Formulation of 36-noded piezoelectric spectral finite element scheme with active/passive layers coupled by Lagrange multipliers

Abstract

A novel spectral finite element formulation scheme is presented for modeling a plate structure with surface-mounted piezoelectric transducers. Surface-mounted piezoelectric transducers may asymmetrically distribute the mass in the thickness direction of the plate/panel structure, resulting in a coupled mass matrix in spectral element formulation. A new procedure is developed by equating the layer-wise kinematics of the element using undetermined Lagrange multipliers to achieve the diagonal mass matrix.

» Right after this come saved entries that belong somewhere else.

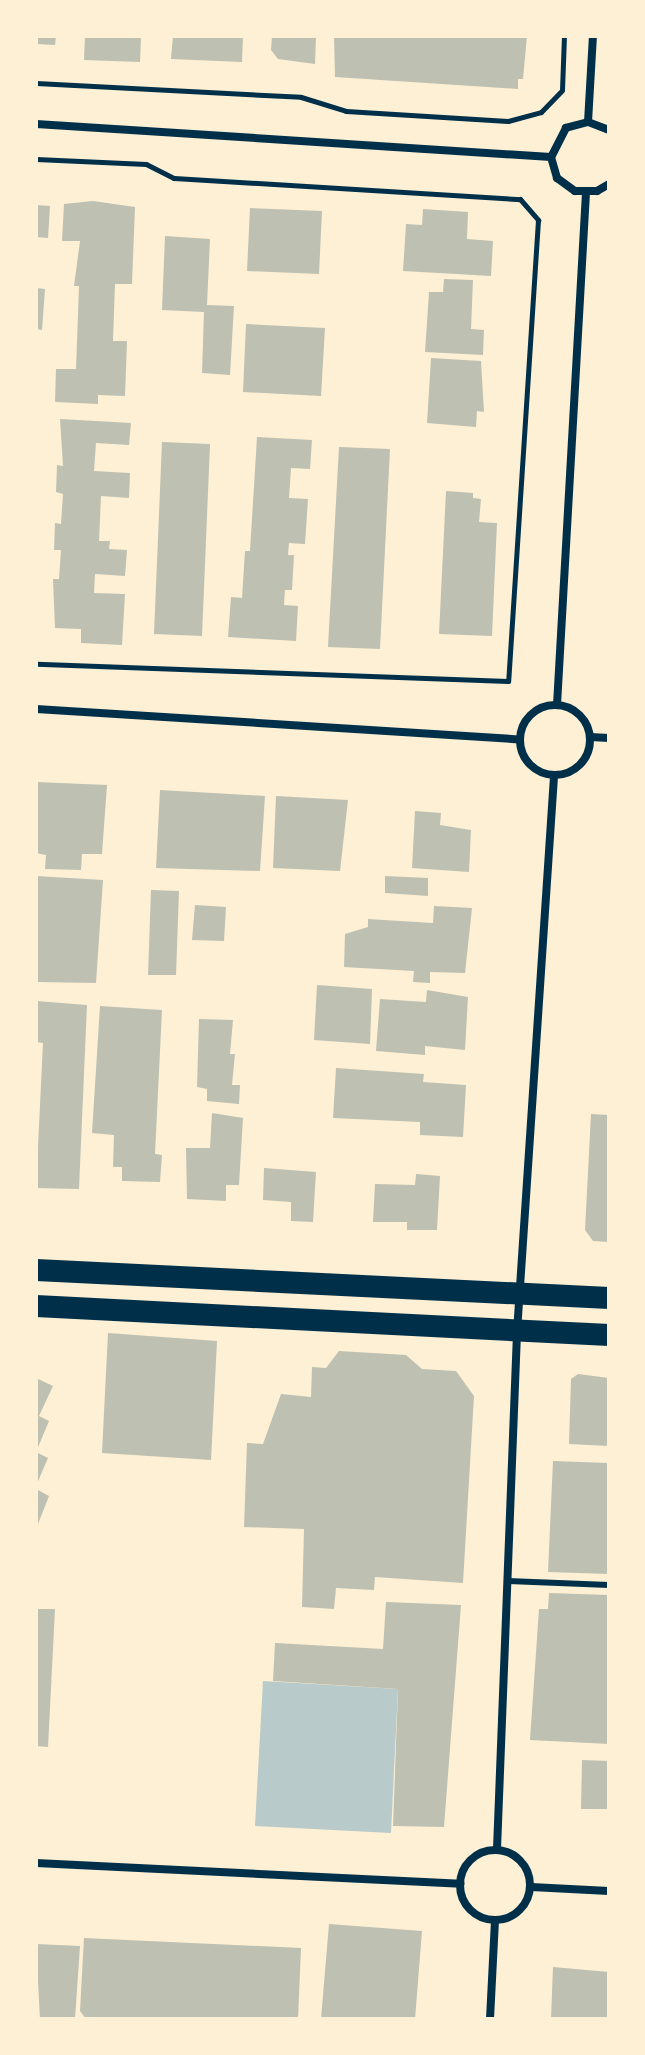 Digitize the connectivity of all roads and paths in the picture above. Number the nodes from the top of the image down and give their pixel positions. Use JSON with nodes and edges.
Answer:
{"nodes":[{"id":1,"x":564,"y":36,"type":"edge"},
{"id":2,"x":593,"y":36,"type":"edge"},
{"id":3,"x":36,"y":83,"type":"edge"},
{"id":4,"x":588,"y":122,"type":"junction"},
{"id":5,"x":36,"y":124,"type":"edge"},
{"id":6,"x":609,"y":130,"type":"edge"},
{"id":7,"x":551,"y":157,"type":"junction"},
{"id":8,"x":36,"y":159,"type":"edge"},
{"id":9,"x":609,"y":184,"type":"edge"},
{"id":10,"x":586,"y":192,"type":"junction"},
{"id":11,"x":36,"y":664,"type":"edge"},
{"id":12,"x":557,"y":705,"type":"junction"},
{"id":13,"x":36,"y":709,"type":"edge"},
{"id":14,"x":590,"y":737,"type":"junction"},
{"id":15,"x":609,"y":738,"type":"edge"},
{"id":16,"x":519,"y":739,"type":"junction"},
{"id":17,"x":554,"y":776,"type":"junction"},
{"id":18,"x":36,"y":1270,"type":"edge"},
{"id":19,"x":520,"y":1292,"type":"junction"},
{"id":20,"x":609,"y":1298,"type":"edge"},
{"id":21,"x":36,"y":1306,"type":"edge"},
{"id":22,"x":517,"y":1332,"type":"junction"},
{"id":23,"x":609,"y":1335,"type":"edge"},
{"id":24,"x":507,"y":1581,"type":"junction"},
{"id":25,"x":609,"y":1585,"type":"edge"},
{"id":26,"x":497,"y":1849,"type":"junction"},
{"id":27,"x":36,"y":1863,"type":"edge"},
{"id":28,"x":460,"y":1884,"type":"junction"},
{"id":29,"x":531,"y":1887,"type":"junction"},
{"id":30,"x":609,"y":1891,"type":"edge"},
{"id":31,"x":495,"y":1920,"type":"junction"},
{"id":32,"x":490,"y":2019,"type":"edge"}],
"edges":[{"from":1,"to":3,"type":"path"},
{"from":2,"to":4,"type":"street"},
{"from":4,"to":6,"type":"street"},
{"from":4,"to":7,"type":"street"},
{"from":5,"to":7,"type":"street"},
{"from":7,"to":10,"type":"street"},
{"from":8,"to":11,"type":"path"},
{"from":9,"to":10,"type":"street"},
{"from":10,"to":12,"type":"street"},
{"from":12,"to":14,"type":"street"},
{"from":12,"to":16,"type":"street"},
{"from":13,"to":16,"type":"street"},
{"from":14,"to":15,"type":"street"},
{"from":14,"to":17,"type":"street"},
{"from":16,"to":17,"type":"street"},
{"from":17,"to":19,"type":"street"},
{"from":18,"to":19,"type":"highway"},
{"from":19,"to":20,"type":"highway"},
{"from":19,"to":22,"type":"street"},
{"from":21,"to":22,"type":"highway"},
{"from":22,"to":23,"type":"highway"},
{"from":22,"to":24,"type":"street"},
{"from":24,"to":25,"type":"lane"},
{"from":24,"to":26,"type":"street"},
{"from":26,"to":28,"type":"street"},
{"from":26,"to":29,"type":"street"},
{"from":27,"to":28,"type":"street"},
{"from":28,"to":31,"type":"street"},
{"from":29,"to":30,"type":"street"},
{"from":29,"to":31,"type":"street"},
{"from":31,"to":32,"type":"street"}]} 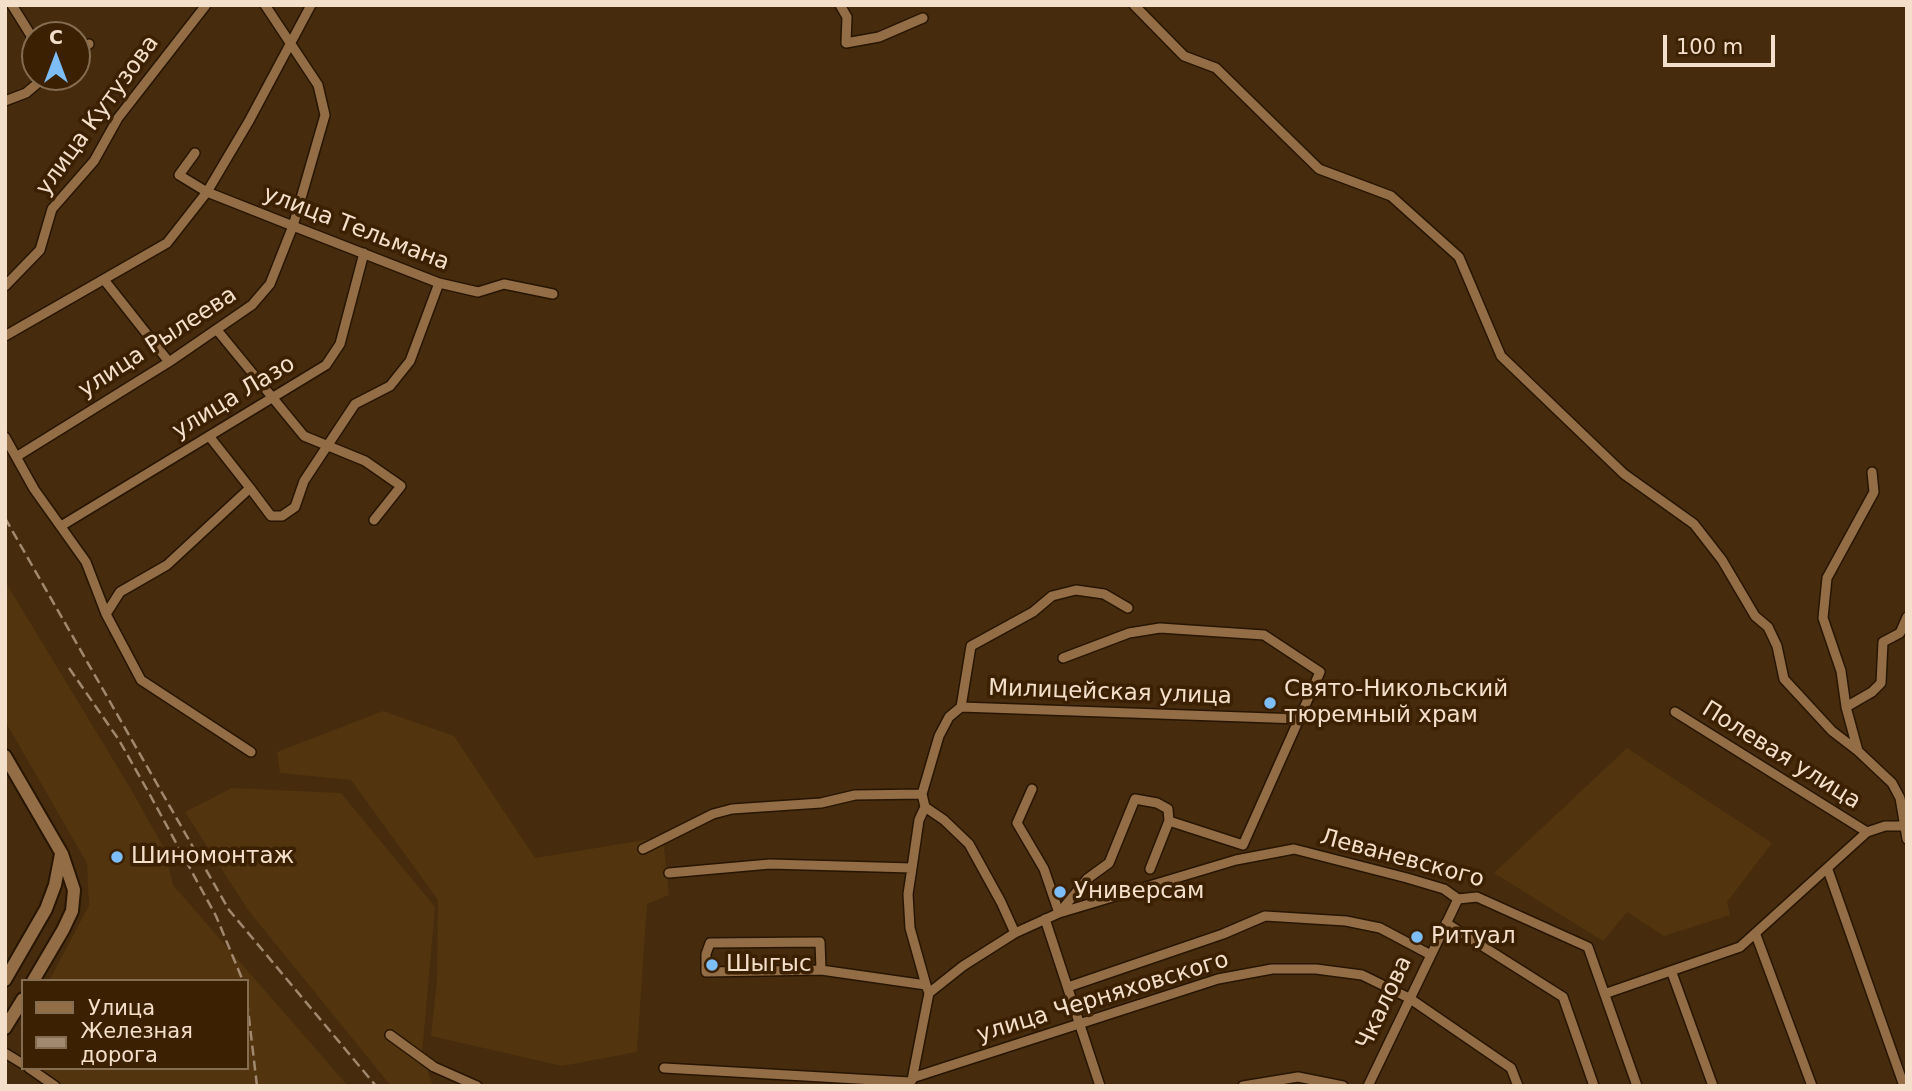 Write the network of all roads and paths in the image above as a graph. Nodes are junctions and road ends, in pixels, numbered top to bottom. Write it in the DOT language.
graph roads {
  1 [pos="12,5"];
  2 [pos="206,5"];
  3 [pos="265,5"];
  4 [pos="311,5"];
  5 [pos="840,5"];
  6 [pos="1134,5"];
  7 [pos="923,19"];
  8 [pos="22,21"];
  9 [pos="290,44"];
  10 [pos="28,91"];
  11 [pos="5,101"];
  12 [pos="195,153"];
  13 [pos="206,192"];
  14 [pos="293,226"];
  15 [pos="364,253"];
  16 [pos="105,281"];
  17 [pos="439,283"];
  18 [pos="5,286"];
  19 [pos="553,294"];
  20 [pos="216,330"];
  21 [pos="5,336"];
  22 [pos="169,362"];
  23 [pos="269,398"];
  24 [pos="209,436"];
  25 [pos="5,437"];
  26 [pos="329,447"];
  27 [pos="16,457"];
  28 [pos="1872,472"];
  29 [pos="250,488"];
  30 [pos="374,520"];
  31 [pos="61,526"];
  32 [pos="1128,608"];
  33 [pos="106,614"];
  34 [pos="1907,617"];
  35 [pos="1063,658"];
  36 [pos="1320,672"];
  37 [pos="961,707"];
  38 [pos="1846,708"];
  39 [pos="1675,712"];
  40 [pos="1300,719"];
  41 [pos="1858,751"];
  42 [pos="251,752"];
  43 [pos="5,756"];
  44 [pos="1031,789"];
  45 [pos="922,794"];
  46 [pos="925,807"];
  47 [pos="1169,821"];
  48 [pos="1906,826"];
  49 [pos="1867,832"];
  50 [pos="1907,839"];
  51 [pos="643,849"];
  52 [pos="61,854"];
  53 [pos="912,868"];
  54 [pos="1150,869"];
  55 [pos="1828,870"];
  56 [pos="669,873"];
  57 [pos="55,885"];
  58 [pos="74,890"];
  59 [pos="1458,899"];
  60 [pos="1059,913"];
  61 [pos="1045,919"];
  62 [pos="1446,923"];
  63 [pos="1015,933"];
  64 [pos="1756,934"];
  65 [pos="1429,954"];
  66 [pos="821,970"];
  67 [pos="1672,973"];
  68 [pos="34,979"];
  69 [pos="5,980"];
  70 [pos="1068,987"];
  71 [pos="927,989"];
  72 [pos="1607,993"];
  73 [pos="1409,998"];
  74 [pos="21,1002"];
  75 [pos="1079,1024"];
  76 [pos="5,1028"];
  77 [pos="390,1035"];
  78 [pos="5,1053"];
  79 [pos="21,1063"];
  80 [pos="664,1068"];
  81 [pos="32,1070"];
  82 [pos="911,1082"];
  83 [pos="55,1086"];
  84 [pos="477,1086"];
  85 [pos="1100,1086"];
  86 [pos="1243,1086"];
  87 [pos="1343,1086"];
  88 [pos="1368,1086"];
  89 [pos="1518,1086"];
  90 [pos="1594,1086"];
  91 [pos="1637,1086"];
  92 [pos="1713,1086"];
  93 [pos="1812,1086"];
  94 [pos="1904,1086"];
  1 -- 8 [label="street"];
  2 -- 18 [label="street, улица Кутузова"];
  3 -- 9 [label="street, улица Рылеева"];
  4 -- 9 [label="street"];
  5 -- 7 [label="street"];
  6 -- 41 [label="street"];
  9 -- 13 [label="street"];
  9 -- 14 [label="street, улица Рылеева"];
  10 -- 11 [label="street"];
  12 -- 13 [label="street, улица Тельмана"];
  13 -- 14 [label="street, улица Тельмана"];
  13 -- 16 [label="street"];
  14 -- 15 [label="street, улица Тельмана"];
  14 -- 20 [label="street, улица Рылеева"];
  15 -- 17 [label="street, улица Тельмана"];
  15 -- 23 [label="street, улица Лазо"];
  16 -- 21 [label="street"];
  16 -- 22 [label="street"];
  17 -- 19 [label="street, улица Тельмана"];
  17 -- 26 [label="street"];
  20 -- 22 [label="street, улица Рылеева"];
  20 -- 23 [label="street"];
  22 -- 27 [label="street, улица Рылеева"];
  23 -- 24 [label="street, улица Лазо"];
  23 -- 26 [label="street"];
  24 -- 29 [label="street"];
  24 -- 31 [label="street, улица Лазо"];
  25 -- 27 [label="street"];
  26 -- 29 [label="street"];
  26 -- 30 [label="street"];
  27 -- 31 [label="street"];
  28 -- 38 [label="street"];
  29 -- 33 [label="street"];
  31 -- 33 [label="street"];
  32 -- 37 [label="street, Милицейская улица"];
  33 -- 42 [label="street"];
  34 -- 38 [label="street"];
  35 -- 36 [label="street, Милицейская улица"];
  36 -- 40 [label="street, Леваневского"];
  37 -- 40 [label="street, Милицейская улица"];
  37 -- 45 [label="street, Милицейская улица"];
  38 -- 41 [label="street"];
  39 -- 49 [label="street, Полевая улица"];
  40 -- 47 [label="street, Леваневского"];
  41 -- 48 [label="street"];
  43 -- 52 [label="main road"];
  44 -- 60 [label="street"];
  45 -- 46 [label="street"];
  45 -- 51 [label="street"];
  46 -- 53 [label="street"];
  46 -- 63 [label="street"];
  47 -- 54 [label="street"];
  47 -- 60 [label="street, Леваневского"];
  48 -- 49 [label="street"];
  48 -- 50 [label="street"];
  49 -- 55 [label="street"];
  52 -- 57 [label="main road"];
  52 -- 58 [label="main road"];
  53 -- 56 [label="street"];
  53 -- 71 [label="street"];
  55 -- 64 [label="street"];
  55 -- 94 [label="street"];
  57 -- 58 [label="main road"];
  57 -- 69 [label="main road"];
  58 -- 68 [label="main road"];
  59 -- 60 [label="street, Леваневского"];
  59 -- 62 [label="street, Чкалова"];
  59 -- 72 [label="street, Леваневского"];
  60 -- 61 [label="street, Леваневского"];
  61 -- 63 [label="street, Леваневского"];
  61 -- 70 [label="street"];
  62 -- 65 [label="street, Чкалова"];
  62 -- 90 [label="street"];
  63 -- 71 [label="street, Леваневского"];
  64 -- 67 [label="street"];
  64 -- 93 [label="street"];
  65 -- 70 [label="street"];
  65 -- 73 [label="street, Чкалова"];
  66 -- 66 [label="street"];
  66 -- 71 [label="street"];
  67 -- 72 [label="street"];
  67 -- 92 [label="street"];
  70 -- 75 [label="street"];
  71 -- 82 [label="street"];
  72 -- 91 [label="street, Леваневского"];
  73 -- 75 [label="street, улица Черняховского"];
  73 -- 88 [label="street, Чкалова"];
  73 -- 89 [label="street, улица Черняховского"];
  74 -- 76 [label="main road"];
  75 -- 82 [label="street, улица Черняховского"];
  75 -- 85 [label="street"];
  77 -- 84 [label="street"];
  78 -- 79 [label="street"];
  80 -- 82 [label="street, улица Черняховского"];
  81 -- 83 [label="street"];
  86 -- 87 [label="street"];
}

To demonstrate the effectiveness of the element formulation scheme, a two-dimensional piezoelectric spectral element is constructed with 36 nodes and five active/passive layers (layers: transducer/bond/plate/bond/transducer). The performance of the developed element is illustrated by (a) simulation of Lamb wave propagation and estimation of its velocity, and (b) simulation of the effect of transducer size, its dynamics and shear lag on sensor’s response. The results presented highlight the importance of modeling the dynamics of transducers and understanding the effects on sensor response. The presented technique has relevance in the field of structural health monitoring, wherein it can be used to model and simulate aircraft panels with surface-mounted piezoelectric transducers.